BEGIN Available data

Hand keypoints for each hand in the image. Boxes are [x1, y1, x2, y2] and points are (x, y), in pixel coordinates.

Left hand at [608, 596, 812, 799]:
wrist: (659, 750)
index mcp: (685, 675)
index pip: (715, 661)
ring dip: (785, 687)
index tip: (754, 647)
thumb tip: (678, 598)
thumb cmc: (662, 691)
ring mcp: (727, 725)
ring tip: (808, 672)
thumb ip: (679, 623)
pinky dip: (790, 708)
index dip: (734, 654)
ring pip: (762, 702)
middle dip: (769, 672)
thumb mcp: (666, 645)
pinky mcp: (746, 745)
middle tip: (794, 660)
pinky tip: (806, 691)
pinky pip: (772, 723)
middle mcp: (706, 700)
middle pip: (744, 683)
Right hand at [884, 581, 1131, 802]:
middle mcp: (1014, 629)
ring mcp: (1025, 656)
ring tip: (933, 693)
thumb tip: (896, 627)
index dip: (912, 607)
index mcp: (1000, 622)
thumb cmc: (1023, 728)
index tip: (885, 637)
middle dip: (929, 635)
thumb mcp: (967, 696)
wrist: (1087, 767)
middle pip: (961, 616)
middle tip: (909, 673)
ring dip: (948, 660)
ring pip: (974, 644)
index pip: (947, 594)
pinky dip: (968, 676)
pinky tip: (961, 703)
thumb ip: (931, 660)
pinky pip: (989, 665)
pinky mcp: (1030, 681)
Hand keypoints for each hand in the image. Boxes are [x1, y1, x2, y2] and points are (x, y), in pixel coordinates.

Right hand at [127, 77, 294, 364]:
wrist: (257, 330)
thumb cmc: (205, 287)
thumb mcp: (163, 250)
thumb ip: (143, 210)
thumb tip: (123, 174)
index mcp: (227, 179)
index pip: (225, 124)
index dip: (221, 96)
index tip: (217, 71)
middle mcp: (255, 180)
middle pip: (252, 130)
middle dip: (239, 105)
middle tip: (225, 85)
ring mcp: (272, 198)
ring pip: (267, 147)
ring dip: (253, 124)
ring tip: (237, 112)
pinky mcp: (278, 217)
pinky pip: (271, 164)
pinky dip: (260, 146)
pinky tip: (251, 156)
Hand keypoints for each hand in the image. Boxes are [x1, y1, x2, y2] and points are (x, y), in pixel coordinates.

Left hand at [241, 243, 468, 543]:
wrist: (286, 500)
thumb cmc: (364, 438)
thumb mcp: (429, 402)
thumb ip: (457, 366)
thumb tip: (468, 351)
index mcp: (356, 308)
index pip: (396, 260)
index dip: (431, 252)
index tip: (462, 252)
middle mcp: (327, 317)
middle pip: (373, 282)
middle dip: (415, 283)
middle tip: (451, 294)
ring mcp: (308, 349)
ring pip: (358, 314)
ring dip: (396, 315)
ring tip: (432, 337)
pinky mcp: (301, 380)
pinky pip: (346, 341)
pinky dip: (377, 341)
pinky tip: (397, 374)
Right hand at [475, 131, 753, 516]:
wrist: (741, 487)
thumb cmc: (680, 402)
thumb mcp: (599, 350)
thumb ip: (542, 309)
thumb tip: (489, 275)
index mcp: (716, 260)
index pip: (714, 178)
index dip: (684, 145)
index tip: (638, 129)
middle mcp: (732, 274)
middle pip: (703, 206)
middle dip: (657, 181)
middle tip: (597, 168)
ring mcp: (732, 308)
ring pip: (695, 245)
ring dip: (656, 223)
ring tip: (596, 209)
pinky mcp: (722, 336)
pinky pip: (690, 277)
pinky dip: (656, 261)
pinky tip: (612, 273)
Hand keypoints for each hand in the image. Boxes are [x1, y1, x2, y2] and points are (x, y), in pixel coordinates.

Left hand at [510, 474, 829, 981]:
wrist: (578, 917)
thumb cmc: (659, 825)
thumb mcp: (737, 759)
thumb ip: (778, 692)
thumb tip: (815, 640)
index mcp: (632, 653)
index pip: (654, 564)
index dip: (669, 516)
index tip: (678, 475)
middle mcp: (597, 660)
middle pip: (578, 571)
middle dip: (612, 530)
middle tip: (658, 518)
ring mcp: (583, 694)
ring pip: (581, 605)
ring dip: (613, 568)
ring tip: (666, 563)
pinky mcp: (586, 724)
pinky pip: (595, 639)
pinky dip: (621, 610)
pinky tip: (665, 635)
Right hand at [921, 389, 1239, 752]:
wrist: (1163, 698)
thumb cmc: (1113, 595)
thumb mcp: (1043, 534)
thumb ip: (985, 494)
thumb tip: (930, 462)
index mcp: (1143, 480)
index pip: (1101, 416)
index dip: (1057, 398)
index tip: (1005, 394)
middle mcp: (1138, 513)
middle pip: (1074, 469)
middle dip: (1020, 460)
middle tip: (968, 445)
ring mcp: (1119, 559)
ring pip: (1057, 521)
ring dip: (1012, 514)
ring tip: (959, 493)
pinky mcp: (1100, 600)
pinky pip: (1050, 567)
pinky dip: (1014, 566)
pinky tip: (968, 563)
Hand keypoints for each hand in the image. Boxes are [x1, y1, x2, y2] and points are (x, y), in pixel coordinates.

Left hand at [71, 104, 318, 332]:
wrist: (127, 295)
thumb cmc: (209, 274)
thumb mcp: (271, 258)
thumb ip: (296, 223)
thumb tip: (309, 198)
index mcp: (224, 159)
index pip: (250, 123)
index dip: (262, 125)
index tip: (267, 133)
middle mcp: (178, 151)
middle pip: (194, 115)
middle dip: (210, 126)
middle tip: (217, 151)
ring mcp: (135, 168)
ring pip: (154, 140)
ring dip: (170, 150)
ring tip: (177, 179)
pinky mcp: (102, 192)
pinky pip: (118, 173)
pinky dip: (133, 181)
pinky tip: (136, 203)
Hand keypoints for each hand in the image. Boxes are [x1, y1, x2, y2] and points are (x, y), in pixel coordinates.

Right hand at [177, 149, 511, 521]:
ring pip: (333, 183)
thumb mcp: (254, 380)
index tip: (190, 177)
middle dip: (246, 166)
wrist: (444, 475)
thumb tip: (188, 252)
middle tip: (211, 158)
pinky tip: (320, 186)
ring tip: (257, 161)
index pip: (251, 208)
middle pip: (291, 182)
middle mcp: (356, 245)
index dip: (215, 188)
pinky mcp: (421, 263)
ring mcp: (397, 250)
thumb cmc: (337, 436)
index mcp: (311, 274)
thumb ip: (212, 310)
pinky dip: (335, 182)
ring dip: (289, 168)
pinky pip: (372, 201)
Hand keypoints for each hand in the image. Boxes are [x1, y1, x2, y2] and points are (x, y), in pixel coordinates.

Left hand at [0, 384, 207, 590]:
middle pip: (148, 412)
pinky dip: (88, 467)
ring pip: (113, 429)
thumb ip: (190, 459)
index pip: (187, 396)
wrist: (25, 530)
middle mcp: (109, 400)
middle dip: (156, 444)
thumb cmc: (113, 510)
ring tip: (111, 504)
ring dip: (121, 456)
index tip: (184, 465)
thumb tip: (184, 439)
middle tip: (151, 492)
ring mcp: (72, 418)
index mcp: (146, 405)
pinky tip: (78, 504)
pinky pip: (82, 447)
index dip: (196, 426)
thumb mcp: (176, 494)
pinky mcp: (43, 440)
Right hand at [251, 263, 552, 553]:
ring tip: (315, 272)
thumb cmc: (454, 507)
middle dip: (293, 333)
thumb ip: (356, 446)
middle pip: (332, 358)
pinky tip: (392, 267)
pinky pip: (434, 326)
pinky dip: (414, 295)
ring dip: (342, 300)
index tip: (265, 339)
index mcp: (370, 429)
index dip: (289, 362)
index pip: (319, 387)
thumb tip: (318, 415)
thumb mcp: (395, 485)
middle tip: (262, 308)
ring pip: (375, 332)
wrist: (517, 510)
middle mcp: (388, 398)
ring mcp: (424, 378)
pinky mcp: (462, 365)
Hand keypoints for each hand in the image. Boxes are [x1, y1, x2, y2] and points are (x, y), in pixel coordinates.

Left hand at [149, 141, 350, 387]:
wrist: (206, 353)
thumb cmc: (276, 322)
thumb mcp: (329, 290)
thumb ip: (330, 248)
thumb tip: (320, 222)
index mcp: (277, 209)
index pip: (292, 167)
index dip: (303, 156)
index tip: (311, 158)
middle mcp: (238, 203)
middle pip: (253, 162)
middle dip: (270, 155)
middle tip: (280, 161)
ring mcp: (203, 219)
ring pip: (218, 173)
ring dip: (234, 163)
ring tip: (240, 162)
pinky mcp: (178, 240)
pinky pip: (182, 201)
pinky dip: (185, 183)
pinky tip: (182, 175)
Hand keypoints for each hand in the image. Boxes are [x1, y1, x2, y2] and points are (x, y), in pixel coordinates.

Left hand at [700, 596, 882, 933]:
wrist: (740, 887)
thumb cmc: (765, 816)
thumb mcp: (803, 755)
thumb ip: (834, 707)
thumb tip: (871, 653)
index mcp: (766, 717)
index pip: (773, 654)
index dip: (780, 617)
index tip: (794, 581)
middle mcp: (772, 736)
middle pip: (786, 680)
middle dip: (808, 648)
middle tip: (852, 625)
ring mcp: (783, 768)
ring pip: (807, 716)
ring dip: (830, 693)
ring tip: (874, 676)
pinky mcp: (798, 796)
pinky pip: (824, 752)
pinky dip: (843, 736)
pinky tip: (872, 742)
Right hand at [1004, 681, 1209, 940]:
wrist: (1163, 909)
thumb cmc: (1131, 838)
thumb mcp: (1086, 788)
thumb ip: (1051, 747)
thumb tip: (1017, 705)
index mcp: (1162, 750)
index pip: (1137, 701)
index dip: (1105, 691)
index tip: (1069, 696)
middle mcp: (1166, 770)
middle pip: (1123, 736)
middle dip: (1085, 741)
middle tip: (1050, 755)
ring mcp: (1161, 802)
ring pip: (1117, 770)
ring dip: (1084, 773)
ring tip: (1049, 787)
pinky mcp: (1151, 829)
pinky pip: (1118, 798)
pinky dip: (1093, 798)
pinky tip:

END Available data

- _What to do_: Only the lines from the one containing "pinky pip: (824, 752)" through the end of the entries above belong in the answer; repeat them exactly.

- _Answer to this task_:
pinky pip: (824, 752)
pinky dip: (843, 736)
pinky tip: (872, 742)
Right hand at [1004, 681, 1209, 940]:
wrist: (1163, 909)
thumb cmc: (1131, 838)
thumb mcp: (1086, 788)
thumb ip: (1051, 747)
thumb tip: (1017, 705)
index mcp: (1162, 750)
index pip: (1137, 701)
index dip: (1105, 691)
index tip: (1069, 696)
middle mcp: (1166, 770)
middle pip: (1123, 736)
middle dip: (1085, 741)
middle tip: (1050, 755)
ring mcp: (1161, 802)
ring pip: (1117, 770)
ring dip: (1084, 773)
ring tip: (1049, 787)
pinky mcp: (1151, 829)
pinky pip: (1118, 798)
pinky dip: (1093, 798)
pinky tip:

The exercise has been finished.